Pour examiner de plus près ces résultats, Ines Gil, a interrogé pour « Les clés du Moyen-Orient » le Dr Khalil Shikaki, directeur du PSR à Ramallah*.
Traduction : Jacqueline London pour LPM
Auteur : Ines Gil pour Les clés du Moyen-Orient, 28 mai 2020
Photo : pcpsr.org
Mis en ligne le 13 juin 2020
Dans une enquête publiée en août 2018, réalisée conjointement avec le Centre Tami Steinmetz de Recherche pour la Paix (Centre de recherche israélien), vous montrez que le soutien à la solution des deux États ne cesse de diminuer parmi les Palestiniens, n’atteignant que le faible taux de 43%. Comment expliquez-vous cette diminution ?

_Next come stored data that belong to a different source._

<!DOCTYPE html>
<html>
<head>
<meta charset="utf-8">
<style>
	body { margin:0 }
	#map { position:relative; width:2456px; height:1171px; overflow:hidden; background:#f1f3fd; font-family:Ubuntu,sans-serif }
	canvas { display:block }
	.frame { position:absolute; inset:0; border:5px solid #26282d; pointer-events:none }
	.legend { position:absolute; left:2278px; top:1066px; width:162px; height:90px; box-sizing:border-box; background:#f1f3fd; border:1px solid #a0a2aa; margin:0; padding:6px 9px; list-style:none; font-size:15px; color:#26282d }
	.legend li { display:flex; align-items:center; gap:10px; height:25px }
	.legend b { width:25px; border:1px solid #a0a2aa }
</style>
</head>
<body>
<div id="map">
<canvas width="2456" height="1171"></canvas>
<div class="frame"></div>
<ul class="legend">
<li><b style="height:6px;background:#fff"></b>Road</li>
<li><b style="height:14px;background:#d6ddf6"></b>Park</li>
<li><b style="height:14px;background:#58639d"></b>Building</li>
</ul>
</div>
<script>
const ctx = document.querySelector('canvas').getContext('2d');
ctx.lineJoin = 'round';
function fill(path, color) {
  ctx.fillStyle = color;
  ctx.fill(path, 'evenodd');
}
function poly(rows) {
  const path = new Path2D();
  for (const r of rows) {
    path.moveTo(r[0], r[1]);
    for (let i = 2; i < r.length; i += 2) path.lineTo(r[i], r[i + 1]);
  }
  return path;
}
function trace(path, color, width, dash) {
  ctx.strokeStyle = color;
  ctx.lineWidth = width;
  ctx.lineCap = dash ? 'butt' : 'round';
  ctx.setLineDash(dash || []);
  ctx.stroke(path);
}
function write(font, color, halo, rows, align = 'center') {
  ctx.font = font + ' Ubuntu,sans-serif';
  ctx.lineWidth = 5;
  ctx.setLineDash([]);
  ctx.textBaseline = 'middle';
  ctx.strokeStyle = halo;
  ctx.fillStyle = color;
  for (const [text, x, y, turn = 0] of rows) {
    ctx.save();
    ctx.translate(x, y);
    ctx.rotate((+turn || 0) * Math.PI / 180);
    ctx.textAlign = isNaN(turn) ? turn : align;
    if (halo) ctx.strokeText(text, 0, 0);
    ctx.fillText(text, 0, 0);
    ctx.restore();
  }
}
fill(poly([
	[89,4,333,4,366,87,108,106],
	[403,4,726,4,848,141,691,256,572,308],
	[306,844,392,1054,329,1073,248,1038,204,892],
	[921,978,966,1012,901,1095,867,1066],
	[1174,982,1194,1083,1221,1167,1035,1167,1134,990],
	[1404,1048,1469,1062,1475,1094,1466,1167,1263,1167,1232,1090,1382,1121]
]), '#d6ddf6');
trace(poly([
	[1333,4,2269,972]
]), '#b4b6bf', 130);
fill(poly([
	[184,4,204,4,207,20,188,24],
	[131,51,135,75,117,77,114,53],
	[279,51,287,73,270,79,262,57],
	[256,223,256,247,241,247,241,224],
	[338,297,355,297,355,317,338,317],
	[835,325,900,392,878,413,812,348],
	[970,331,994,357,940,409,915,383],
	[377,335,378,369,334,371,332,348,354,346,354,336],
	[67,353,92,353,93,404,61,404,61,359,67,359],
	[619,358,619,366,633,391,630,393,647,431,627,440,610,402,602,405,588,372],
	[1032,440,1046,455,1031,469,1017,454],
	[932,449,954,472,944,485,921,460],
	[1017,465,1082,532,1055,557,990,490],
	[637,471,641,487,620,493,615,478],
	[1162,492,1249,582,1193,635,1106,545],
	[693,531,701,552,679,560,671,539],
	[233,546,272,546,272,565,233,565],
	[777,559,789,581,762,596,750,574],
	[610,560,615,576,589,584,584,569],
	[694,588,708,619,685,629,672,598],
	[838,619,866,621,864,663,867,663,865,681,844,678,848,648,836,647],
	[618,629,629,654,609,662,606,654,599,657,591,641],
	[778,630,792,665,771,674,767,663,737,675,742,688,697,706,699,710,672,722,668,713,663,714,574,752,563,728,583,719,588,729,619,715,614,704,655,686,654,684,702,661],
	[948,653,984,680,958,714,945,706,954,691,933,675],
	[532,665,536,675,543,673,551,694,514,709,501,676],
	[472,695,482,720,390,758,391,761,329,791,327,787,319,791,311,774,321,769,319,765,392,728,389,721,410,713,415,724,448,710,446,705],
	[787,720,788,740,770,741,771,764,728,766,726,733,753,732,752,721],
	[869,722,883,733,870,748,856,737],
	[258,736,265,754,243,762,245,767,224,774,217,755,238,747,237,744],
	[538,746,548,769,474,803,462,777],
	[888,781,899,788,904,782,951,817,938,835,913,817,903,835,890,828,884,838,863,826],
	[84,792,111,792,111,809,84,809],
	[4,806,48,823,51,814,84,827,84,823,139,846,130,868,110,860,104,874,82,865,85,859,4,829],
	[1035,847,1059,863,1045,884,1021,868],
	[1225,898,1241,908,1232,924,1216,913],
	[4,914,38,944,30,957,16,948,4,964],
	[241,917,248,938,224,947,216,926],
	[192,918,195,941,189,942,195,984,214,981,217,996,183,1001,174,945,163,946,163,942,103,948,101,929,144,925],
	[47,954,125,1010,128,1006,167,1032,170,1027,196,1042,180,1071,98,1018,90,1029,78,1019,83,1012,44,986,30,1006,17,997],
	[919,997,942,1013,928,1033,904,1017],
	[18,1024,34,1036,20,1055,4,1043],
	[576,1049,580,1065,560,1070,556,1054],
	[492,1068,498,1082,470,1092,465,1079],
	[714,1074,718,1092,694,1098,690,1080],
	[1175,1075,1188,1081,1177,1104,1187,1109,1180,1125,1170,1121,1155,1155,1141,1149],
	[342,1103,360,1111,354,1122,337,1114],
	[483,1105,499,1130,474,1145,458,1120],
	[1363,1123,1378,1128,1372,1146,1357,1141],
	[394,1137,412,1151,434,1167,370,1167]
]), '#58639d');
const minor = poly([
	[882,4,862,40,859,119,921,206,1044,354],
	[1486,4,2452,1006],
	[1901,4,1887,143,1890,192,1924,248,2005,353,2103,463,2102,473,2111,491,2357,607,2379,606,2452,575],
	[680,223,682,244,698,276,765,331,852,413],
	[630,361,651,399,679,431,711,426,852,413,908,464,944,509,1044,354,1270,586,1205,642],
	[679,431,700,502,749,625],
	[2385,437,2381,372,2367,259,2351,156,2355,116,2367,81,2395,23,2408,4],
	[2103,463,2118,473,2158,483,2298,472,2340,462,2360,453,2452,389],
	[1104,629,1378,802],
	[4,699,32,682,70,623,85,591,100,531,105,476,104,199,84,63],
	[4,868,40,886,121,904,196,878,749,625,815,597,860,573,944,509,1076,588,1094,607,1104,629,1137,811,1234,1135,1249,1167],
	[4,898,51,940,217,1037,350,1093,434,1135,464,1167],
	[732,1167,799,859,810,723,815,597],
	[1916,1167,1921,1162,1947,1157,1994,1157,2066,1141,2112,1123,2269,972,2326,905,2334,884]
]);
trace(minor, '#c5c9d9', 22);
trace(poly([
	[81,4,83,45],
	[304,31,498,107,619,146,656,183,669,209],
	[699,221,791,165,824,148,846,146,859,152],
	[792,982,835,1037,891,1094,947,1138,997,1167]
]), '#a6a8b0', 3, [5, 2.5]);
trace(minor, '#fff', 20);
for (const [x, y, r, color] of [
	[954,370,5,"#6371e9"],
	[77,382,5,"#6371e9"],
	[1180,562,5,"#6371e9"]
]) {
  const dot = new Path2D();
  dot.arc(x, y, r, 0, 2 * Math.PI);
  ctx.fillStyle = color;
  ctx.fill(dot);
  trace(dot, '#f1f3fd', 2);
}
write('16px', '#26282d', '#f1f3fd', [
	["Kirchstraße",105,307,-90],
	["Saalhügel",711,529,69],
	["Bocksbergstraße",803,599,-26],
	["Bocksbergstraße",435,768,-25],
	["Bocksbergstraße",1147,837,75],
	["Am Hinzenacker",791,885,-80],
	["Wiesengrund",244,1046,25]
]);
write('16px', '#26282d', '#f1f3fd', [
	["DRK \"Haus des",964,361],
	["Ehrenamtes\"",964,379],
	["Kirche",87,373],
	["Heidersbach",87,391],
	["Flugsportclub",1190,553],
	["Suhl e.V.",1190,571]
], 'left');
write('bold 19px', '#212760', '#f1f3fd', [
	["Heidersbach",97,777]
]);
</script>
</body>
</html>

Si nous comparons les taux d’approbation de 70% de la solution à deux États par les Palestiniens dans les années 1990 ou même il y a tout juste dix ans, nous constatons à présent une très forte baisse. Alors que 43% de soutien à la solution à deux Etats est un chiffre très faible, il doit être pris avec une pincée de sel. Il faut faire une distinction entre les Palestiniens qui ne sont idéologiquement pas en faveur de la solution à deux États et ceux qui pourraient y être favorables, mais qui ne croient plus que ce soit possible ou viable. Par exemple, bon nombre des 57 % de Palestiniens qui ne soutiennent pas cette solution l’ont soutenue dans le passé, mais ont perdu espoir en raison de l’intensification de la colonisation israélienne en Cisjordanie et à Jérusalem-Est. Un grand nombre de Palestiniens se méfient du fait que les Israéliens n’ont pas l’intention de se retirer de la Cisjordanie et même cherchent à l’annexer. Aujourd’hui, les Palestiniens ont un manque flagrant de confiance dans le gouvernement et les institutions israéliennes, ainsi que dans l’opinion publique israélienne. Le peuple palestinien n’apprécie pas l’attitude israélienne à l’égard du processus de paix.
Une majorité de 61 % de Palestiniens estime que la solution à deux États n’est plus réalisable en raison de l’expansion des colonies israéliennes. La perception de l’absence de faisabilité sape la confiance dans la solution à deux États. L’expansion de la colonisation n’est pas le seul facteur, cependant, il est probablement le plus important. Au fil des ans, les Palestiniens ont vu les colonies israéliennes comme un objet qui non seulement sépare les communautés palestiniennes les unes des autres, mais accentue également les tensions entre Palestiniens et Israéliens et contrecarre toute possibilité pour un futur État palestinien. Cela est dû au fait que l’expansion coloniale ait lieu profondément à l’intérieur du territoire de la Cisjordanie et pas seulement le long de la ligne verte. La politique israélienne actuelle est motivée par un programme de droite pour empêcher la création d’un État palestinien.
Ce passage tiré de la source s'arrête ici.